# [Information supplied]

►

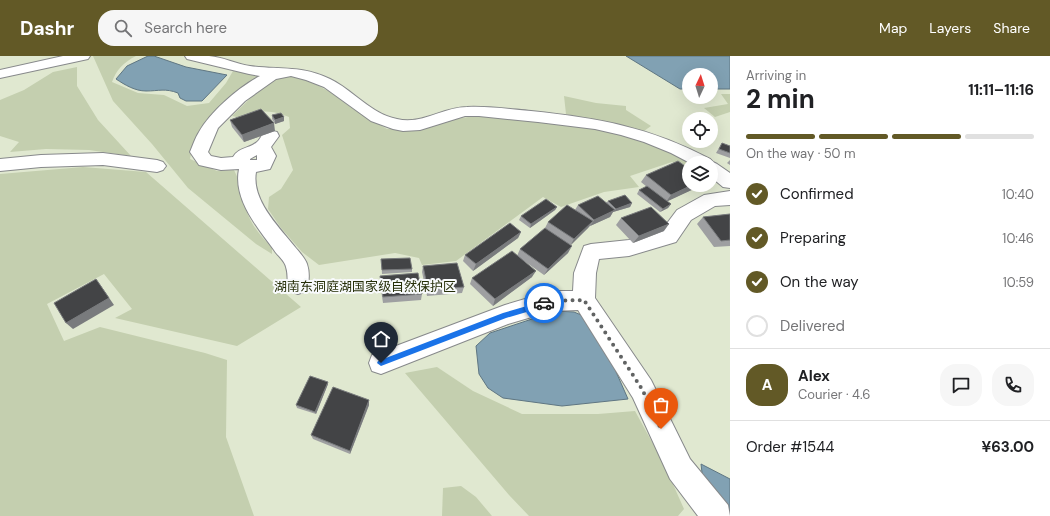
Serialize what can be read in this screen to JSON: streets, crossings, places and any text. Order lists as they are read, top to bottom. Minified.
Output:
{"parks":["湖南东洞庭湖国家级自然保护区"],"north":"top","page":{"header":"Dashr","search":"Search here","nav":["Map","Layers","Share"],"heading":["2 min","Arriving in","11:11–11:16"],"panel":["Alex","Courier · 4.6","Order #1544","¥63.00"],"bar":"On the way · 50 m","list":[["Confirmed","10:40"],["Preparing","10:46"],["On the way","10:59"],"Delivered"],"round":"A"}}
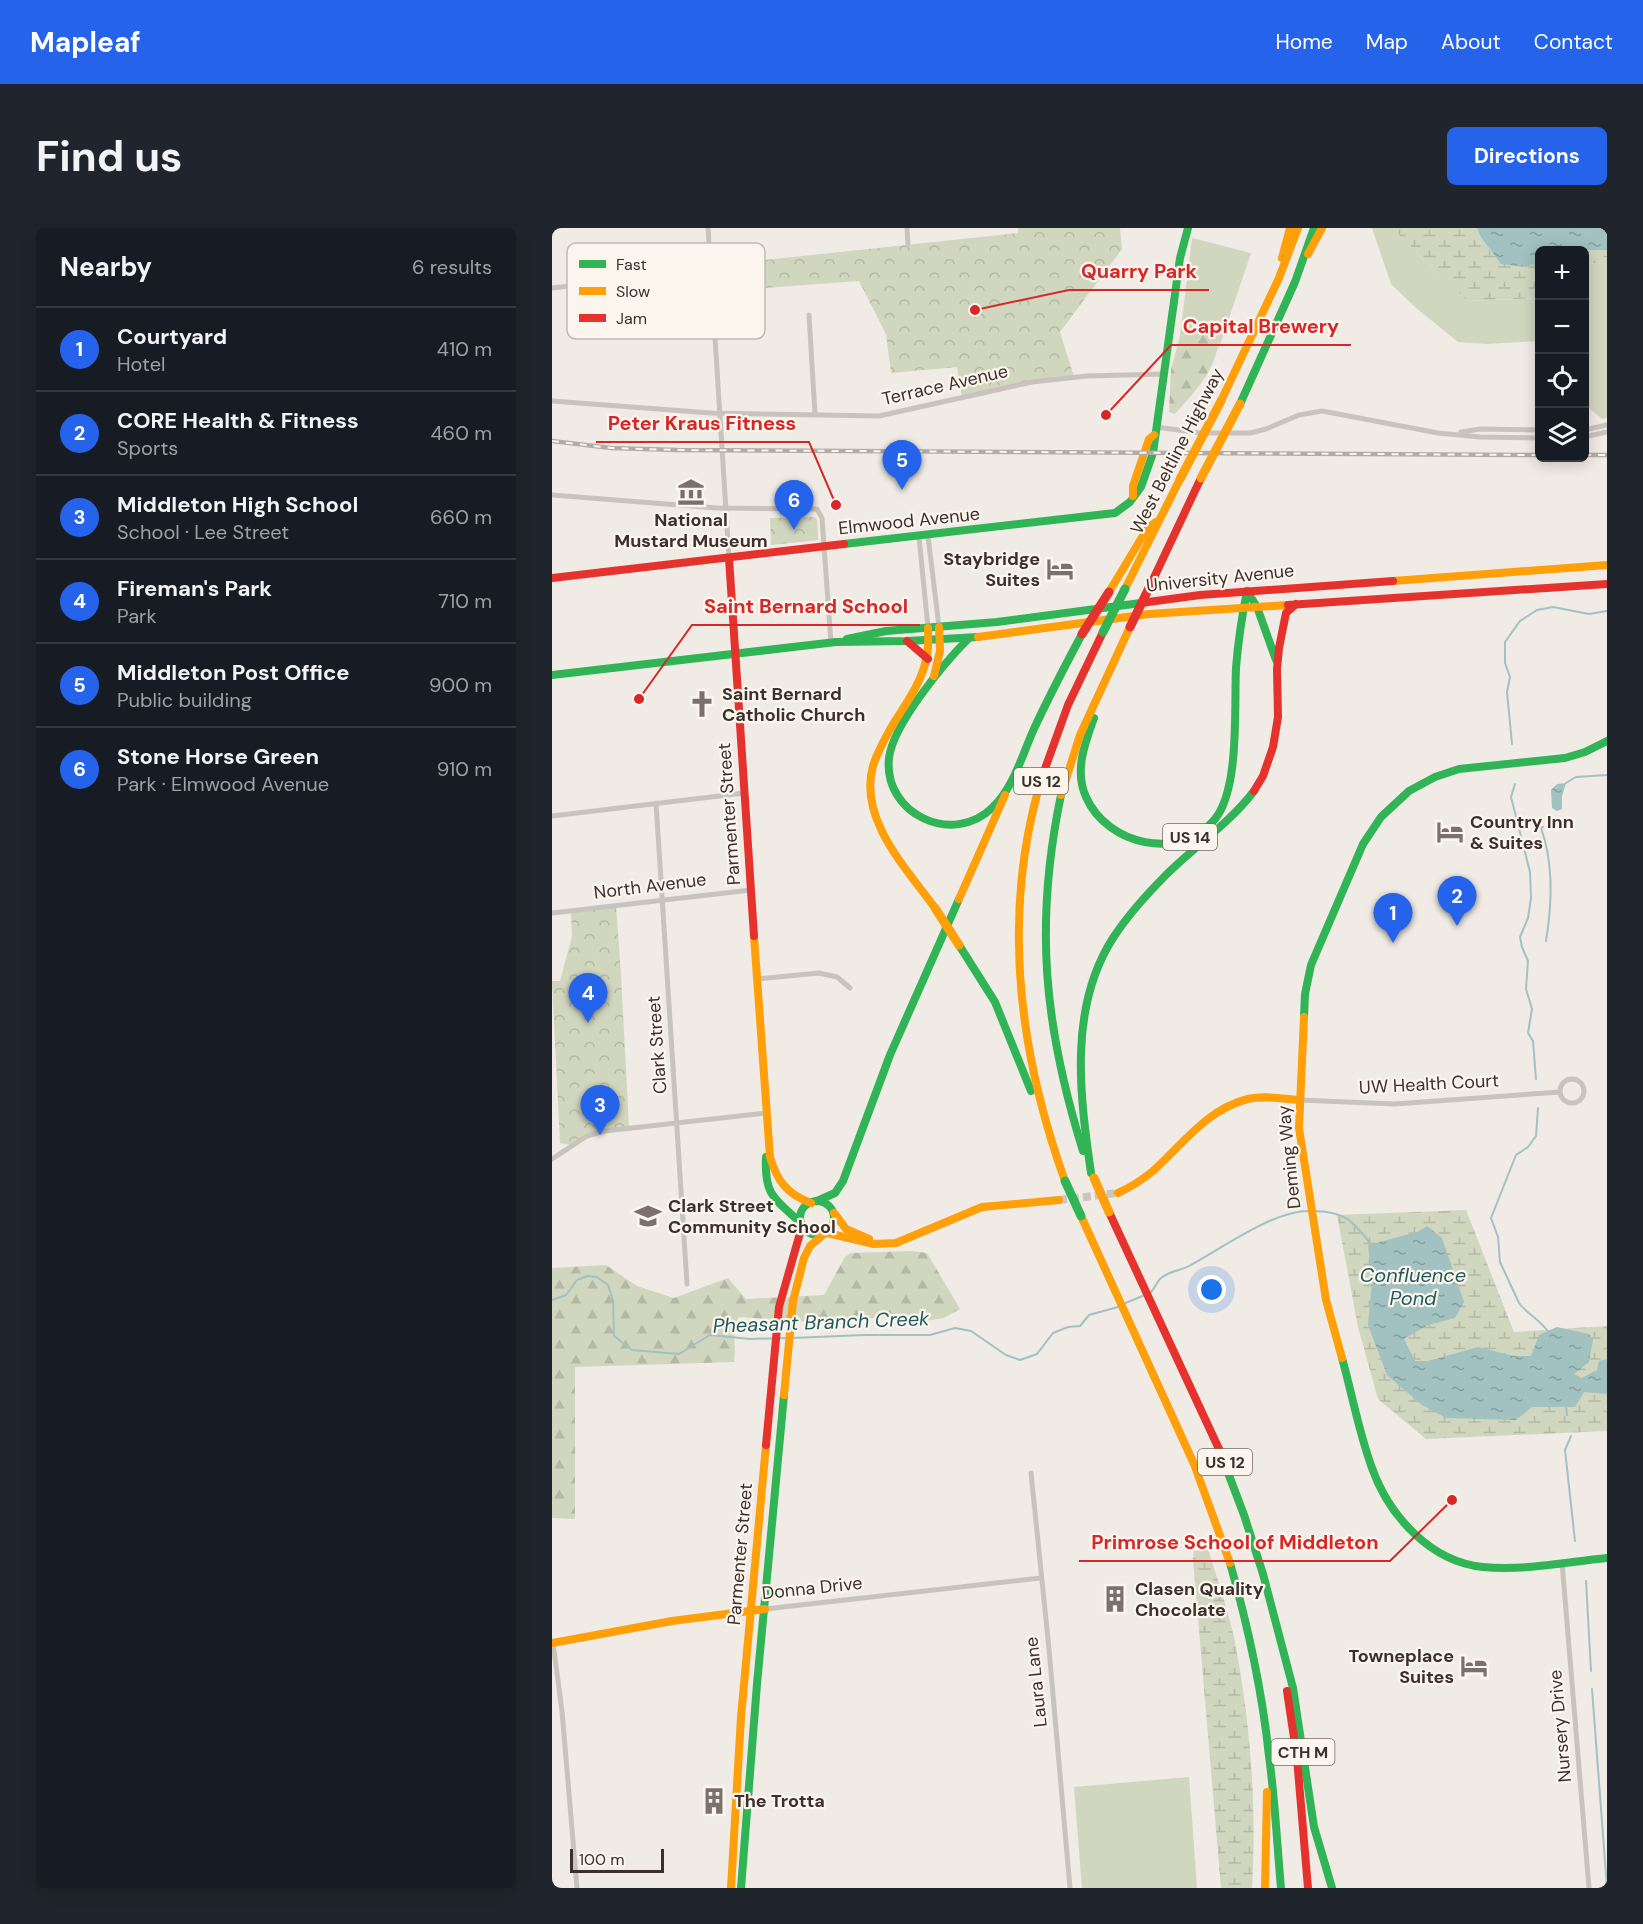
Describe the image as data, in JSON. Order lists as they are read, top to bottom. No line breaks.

◄

# [Activity]
Transcribe the listing in full. Omit the pictures and keep every line exact.

# [Solution for this problem]
Serialize what can be read in this screen to JSON: streets, crossings, places and any text. Order lists as they are read, top to bottom. Minified.
Output:
{"parks":["湖南东洞庭湖国家级自然保护区"],"north":"top","page":{"header":"Dashr","search":"Search here","nav":["Map","Layers","Share"],"heading":["2 min","Arriving in","11:11–11:16"],"panel":["Alex","Courier · 4.6","Order #1544","¥63.00"],"bar":"On the way · 50 m","list":[["Confirmed","10:40"],["Preparing","10:46"],["On the way","10:59"],"Delivered"],"round":"A"}}
Describe the image as data, in JSON. Order lists as they are read, top to bottom. No line breaks.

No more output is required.